現地の日本人が日本料理屋やベトナム料理屋などのアジア料理屋ばかり行くようになるのも致し方がないことだ。飯ぐらいは嫌な思いをしないで食いたい。
なんとか飯を食べ終え、レストランからモーテルまで歩いて帰る途中、前方から車がやってくる。僕の近くまで来るとスピードを緩めて、窓を開けて「ヒュー、◎△$♪×¥●&%#!!ゲラゲラゲラ笑」とヒップホップ大音量のバカ丸出しのフォードから囃し立ててくるのも、決まって黒人であった。
差別的なイタズラを仕掛けてくるヤカラに直接文句を言いたいところだが、僕にはそんな語学力もなく、体力的にも自信がなく、腹が立つが押し黙るしかなく、「英語の勉強して、いつか罵ってやる」と暗い炎を燃やすのが関の山だった。

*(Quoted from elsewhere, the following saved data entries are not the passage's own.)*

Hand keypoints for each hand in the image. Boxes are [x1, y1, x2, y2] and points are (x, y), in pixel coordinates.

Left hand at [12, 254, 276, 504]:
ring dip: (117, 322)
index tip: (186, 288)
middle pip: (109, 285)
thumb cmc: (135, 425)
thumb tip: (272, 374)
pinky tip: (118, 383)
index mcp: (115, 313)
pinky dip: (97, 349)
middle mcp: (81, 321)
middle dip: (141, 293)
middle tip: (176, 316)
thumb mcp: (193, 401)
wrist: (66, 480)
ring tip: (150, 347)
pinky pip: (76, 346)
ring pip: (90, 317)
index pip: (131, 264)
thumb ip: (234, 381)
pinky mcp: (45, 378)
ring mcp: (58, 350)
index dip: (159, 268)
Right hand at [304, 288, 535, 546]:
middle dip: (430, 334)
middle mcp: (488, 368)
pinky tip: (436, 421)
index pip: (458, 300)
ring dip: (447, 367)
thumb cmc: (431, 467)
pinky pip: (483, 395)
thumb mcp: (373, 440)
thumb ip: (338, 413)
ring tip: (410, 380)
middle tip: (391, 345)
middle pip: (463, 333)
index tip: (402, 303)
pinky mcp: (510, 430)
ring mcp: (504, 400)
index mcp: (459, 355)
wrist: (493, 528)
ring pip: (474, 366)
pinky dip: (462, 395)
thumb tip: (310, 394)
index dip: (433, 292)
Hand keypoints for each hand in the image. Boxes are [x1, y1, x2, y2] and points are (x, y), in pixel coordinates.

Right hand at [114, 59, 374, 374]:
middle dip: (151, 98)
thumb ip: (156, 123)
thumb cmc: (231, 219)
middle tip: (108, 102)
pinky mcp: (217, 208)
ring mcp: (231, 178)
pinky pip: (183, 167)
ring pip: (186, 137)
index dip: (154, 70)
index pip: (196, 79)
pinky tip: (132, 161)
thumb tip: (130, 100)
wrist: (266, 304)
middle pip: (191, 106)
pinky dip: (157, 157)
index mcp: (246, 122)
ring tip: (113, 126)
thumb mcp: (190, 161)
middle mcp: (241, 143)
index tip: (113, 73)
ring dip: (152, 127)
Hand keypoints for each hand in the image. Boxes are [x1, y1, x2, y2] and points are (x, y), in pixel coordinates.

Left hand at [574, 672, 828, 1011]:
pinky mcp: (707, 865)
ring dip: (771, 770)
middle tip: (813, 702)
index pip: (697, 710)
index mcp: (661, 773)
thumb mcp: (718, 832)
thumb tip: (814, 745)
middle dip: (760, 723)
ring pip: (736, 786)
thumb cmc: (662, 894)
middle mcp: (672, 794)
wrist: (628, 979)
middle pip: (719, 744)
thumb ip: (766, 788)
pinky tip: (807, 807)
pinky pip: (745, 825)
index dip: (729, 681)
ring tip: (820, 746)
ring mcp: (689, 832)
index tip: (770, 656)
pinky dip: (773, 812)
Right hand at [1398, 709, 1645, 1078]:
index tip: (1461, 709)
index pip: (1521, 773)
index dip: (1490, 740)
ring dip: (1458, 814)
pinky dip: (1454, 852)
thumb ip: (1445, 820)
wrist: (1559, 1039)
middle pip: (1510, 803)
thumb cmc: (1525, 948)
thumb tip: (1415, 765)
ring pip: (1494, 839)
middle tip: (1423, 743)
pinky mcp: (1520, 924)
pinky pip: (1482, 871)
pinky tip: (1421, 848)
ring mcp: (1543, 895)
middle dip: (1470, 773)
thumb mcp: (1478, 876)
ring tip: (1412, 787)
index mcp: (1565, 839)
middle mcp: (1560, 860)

そして翌朝には、ハゼゴーに「アホな黒人にまた意地悪されたぞ!」と八つ当たりをして彼を困らせた。その時の彼の困ったような申し訳なさそうな悲しそうな顔が今でも鮮明に思い出させる。
僕にとってのアメリカの記憶は、今でもハゼゴーの困ったような申し訳なさそうな悲しそうな顔だ。
アメリカでの黒人差別暴動のニュースをみて、10数年会っていない彼の顔をふと思い出した。
アメリカで僕を差別したのは黒人だったし、仕事で僕を困らせたのも黒人だった。僕を大いに笑わせてくれたのは黒人で、そして、アリメカでの唯一の友人も黒人だった。